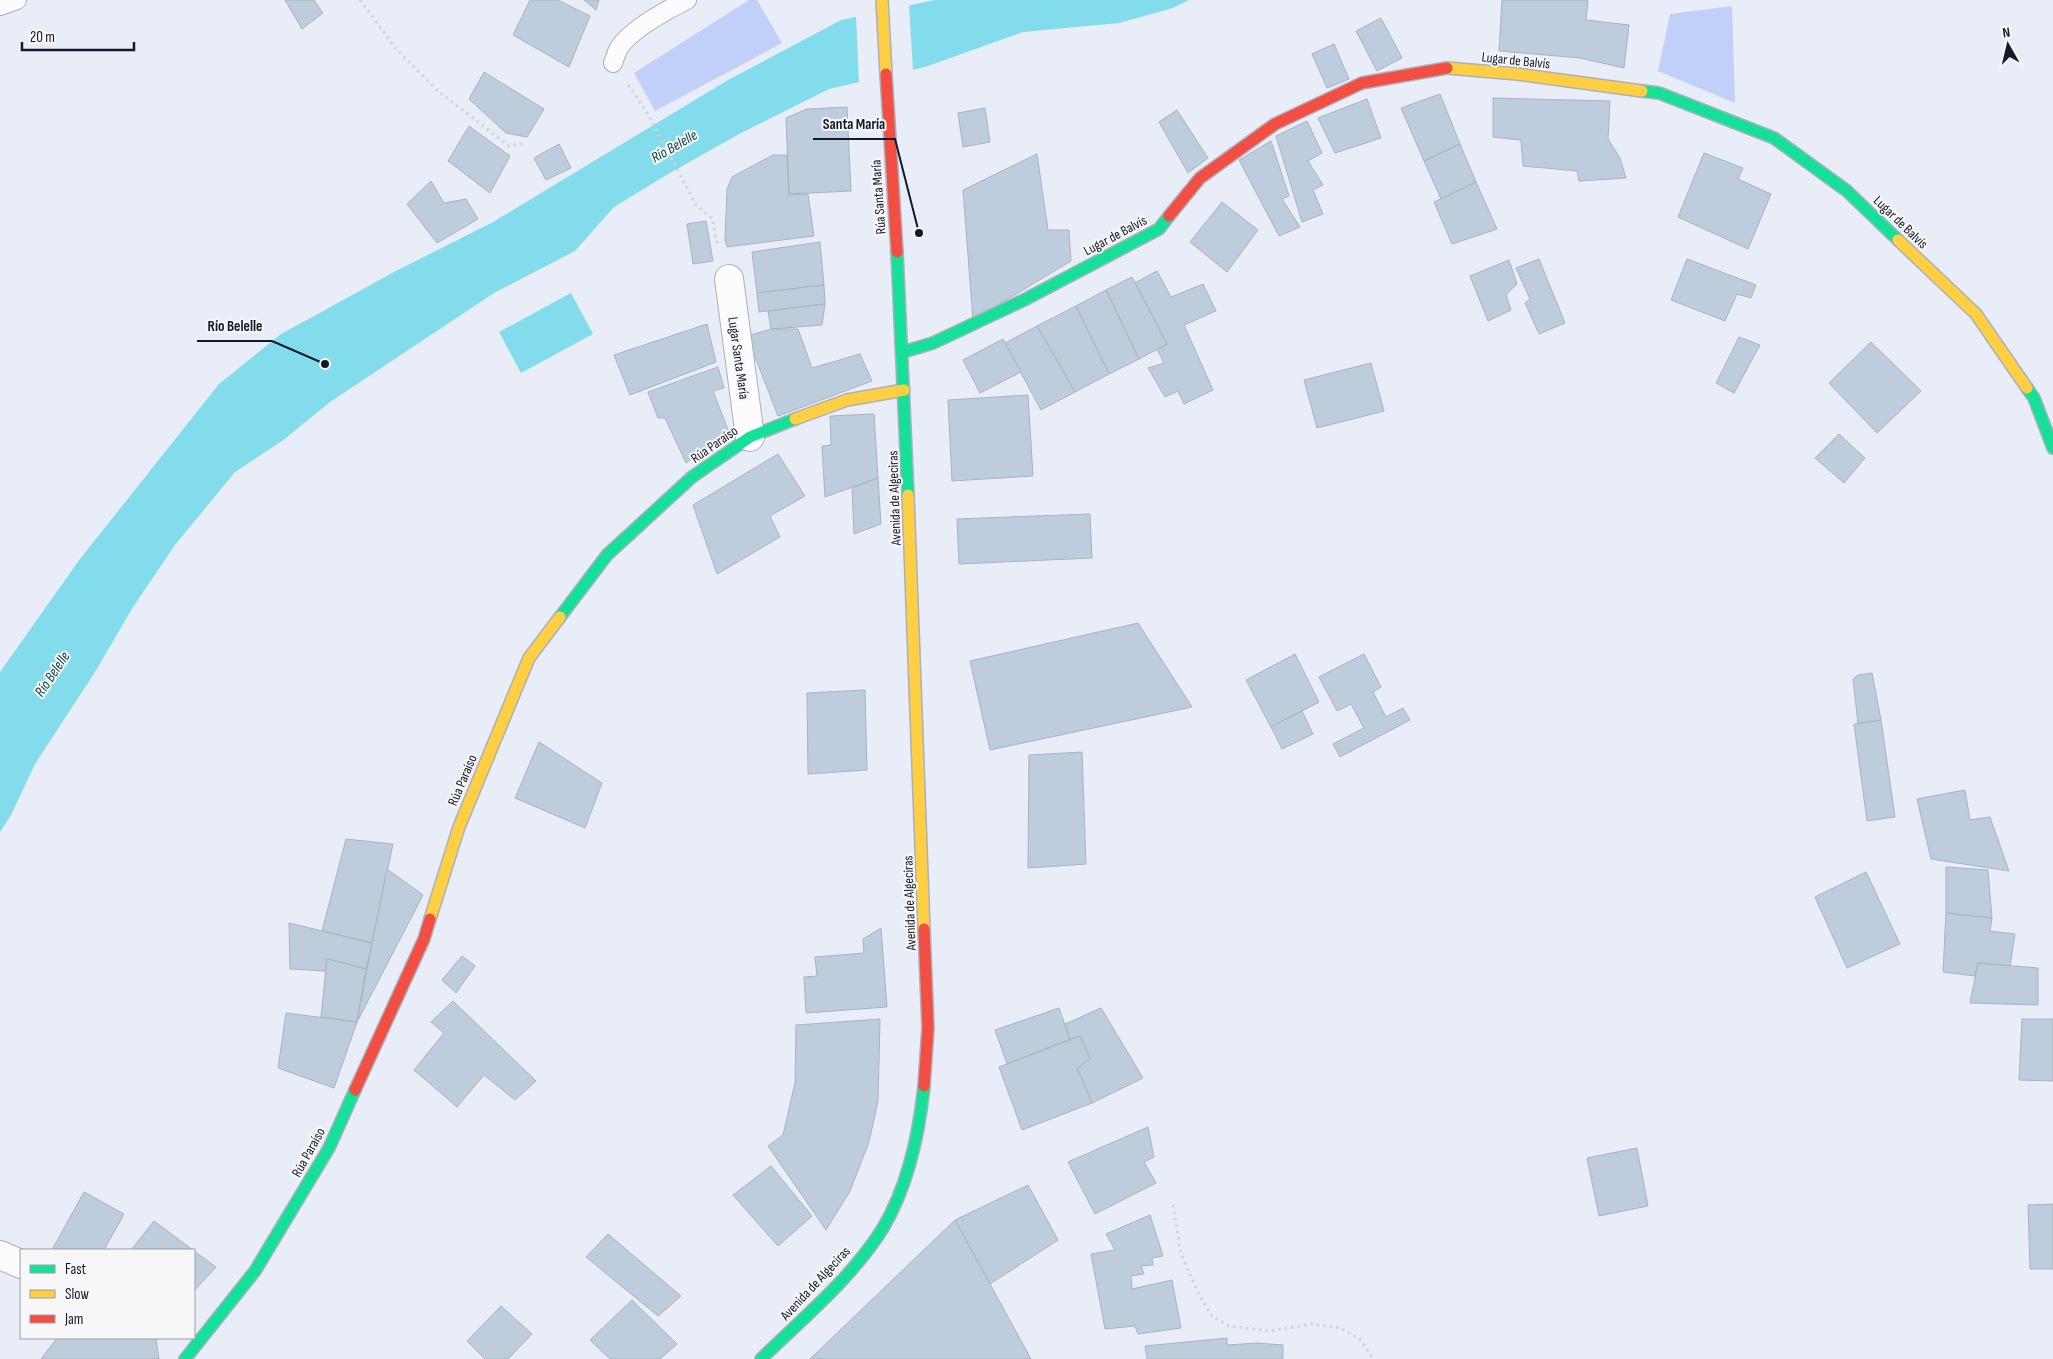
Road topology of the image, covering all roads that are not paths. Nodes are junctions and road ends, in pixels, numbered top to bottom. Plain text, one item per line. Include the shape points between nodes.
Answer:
1 (17, 0) edge
2 (687, 0) edge
3 (882, 1) edge
4 (0, 6) edge
5 (613, 63) road end
6 (729, 279) road end
7 (903, 352) junction
8 (904, 390) junction
9 (750, 437) junction
10 (2053, 448) edge
11 (0, 1255) edge
12 (20, 1264) edge
13 (199, 1332) edge
14 (185, 1359) edge
15 (761, 1359) edge

1 - 4 lane
2 - 5 lane via 636,32 619,47
3 - 7 street, Rúa Santa María
6 - 9 street, Lugar Santa María
7 - 8 street, Rúa Santa María
7 - 10 street, Lugar de Balvís via 933,342 1024,300 1160,229 1200,178 1274,124 1362,83 1442,68 1517,74 1659,92 1774,138 1847,191 1976,314 2034,398
8 - 9 street, Rúa Paraíso via 847,400
8 - 15 street, Avenida de Algeciras via 928,1028 918,1135 902,1188 881,1231 854,1264
9 - 13 street, Rúa Paraíso via 692,477 607,555 529,658 458,827 424,939 329,1148 255,1271
11 - 12 street
13 - 14 street, Rúa Paraíso

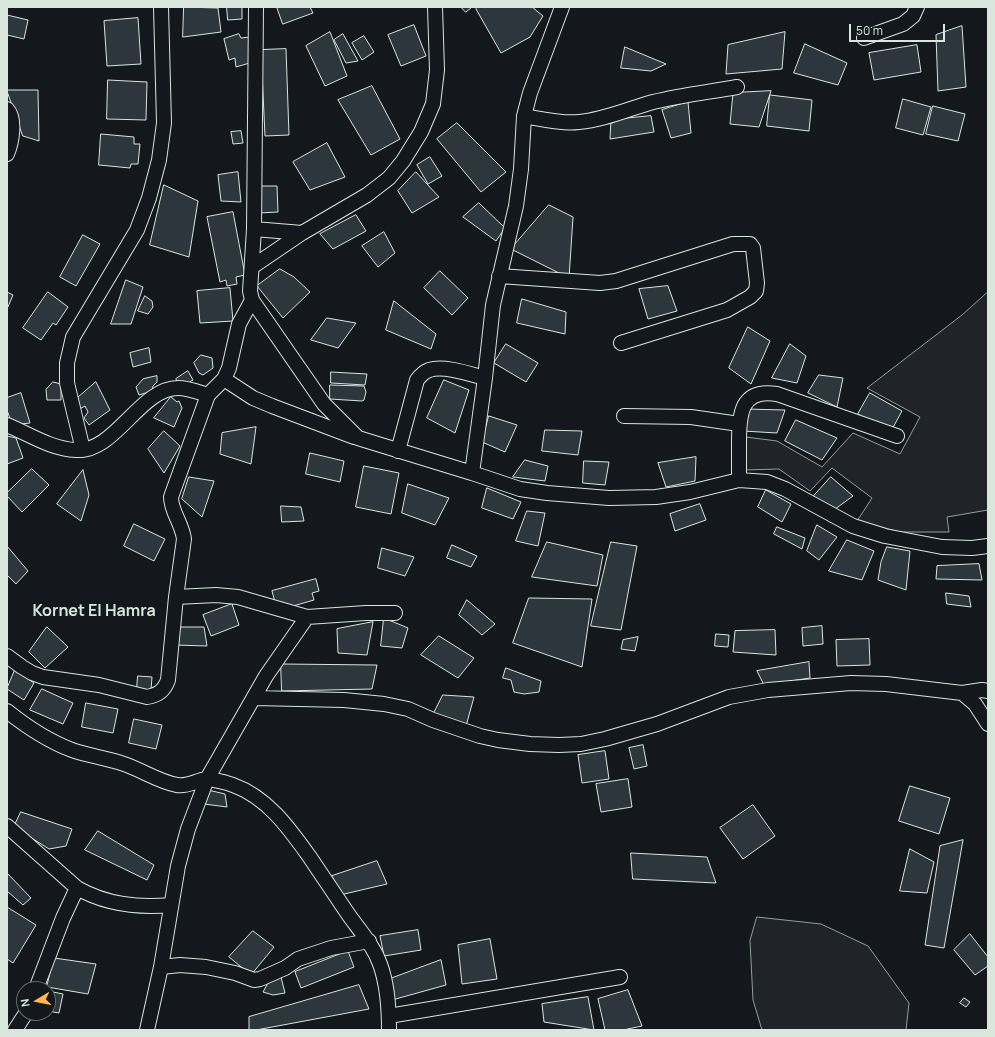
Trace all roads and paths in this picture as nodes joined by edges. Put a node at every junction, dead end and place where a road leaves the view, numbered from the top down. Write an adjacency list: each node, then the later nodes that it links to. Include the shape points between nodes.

++++

Prompt
Would you please return every line in the listing where "numbered" shows up?

Answer below
Road topology of the image, covering all roads that are not paths. Nodes are junctions and road ends, in pixels, numbered top to bottom. Plain text, one item per line. Include the shape points between nodes.
Trace all roads and paths in this picture as nodes joined by edges. Put a node at every junction, dead end and place where a road leaves the view, numbered from the top down. Write an adjacency list: each node, then the later nodes that it links to. Include the shape points between nodes.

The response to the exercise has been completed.